On single-photon wave function

Abstract

We present in this paper how the single-photon wave function for transversal photons (with the direct sum of ordinary unitary representations of helicity 1 and -1 acting on it) is subsumed within the formalism of Gupta-Bleuler for the quantized free electromagnetic field in the Krein space (i.e. in the ordinary Hilbert space endowed with the Gupta-Bleuler operator η). Rigorous Gupta-Bleuler quantization of the free electromagnetic field is based on a generalization of ours (published formerly) of the Mackey theory of induced representations which includes representations preserving the indefinite Krein inner-product given by the Gupta-Bleuler operator and acting in the Krein space.
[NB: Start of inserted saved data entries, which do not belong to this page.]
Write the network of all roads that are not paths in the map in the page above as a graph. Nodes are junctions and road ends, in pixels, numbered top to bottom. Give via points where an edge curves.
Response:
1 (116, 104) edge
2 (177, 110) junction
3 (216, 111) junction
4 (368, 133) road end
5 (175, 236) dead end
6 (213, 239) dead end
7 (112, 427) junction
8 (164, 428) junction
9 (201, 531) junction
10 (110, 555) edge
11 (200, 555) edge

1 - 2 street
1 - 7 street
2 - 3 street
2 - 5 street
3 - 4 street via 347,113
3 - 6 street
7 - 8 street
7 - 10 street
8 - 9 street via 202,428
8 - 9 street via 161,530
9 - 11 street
The free electromagnetic field is constructed by application of the Segal's second quantization functor to the specific Krein-isometric representation. A closed subspace Htr of the single-photon Krein space on which the indefinite Krein-inner-product is strictly positive is constructed such that the Krein-isometric single-photon representation generates modulo unphysical states precisely the action of a representation which preserves the positive inner product on Htr induced by the Krein inner product, and is equal to the direct sum of ordinary unitary representations of helicity 1 and -1 respectively. Two states of single photon Krein space are physically equivalent whenever differ by a state of Krein norm zero and whose projection on Htr, in the sense of the Krein-inner-product, vanishes. In particulart it follows that the results of Biaynicki-Birula on the single-photon wave function may be reconciled with the micro-local perturbative approach to QED initiated by St\"uckelberg and Bogoliubov.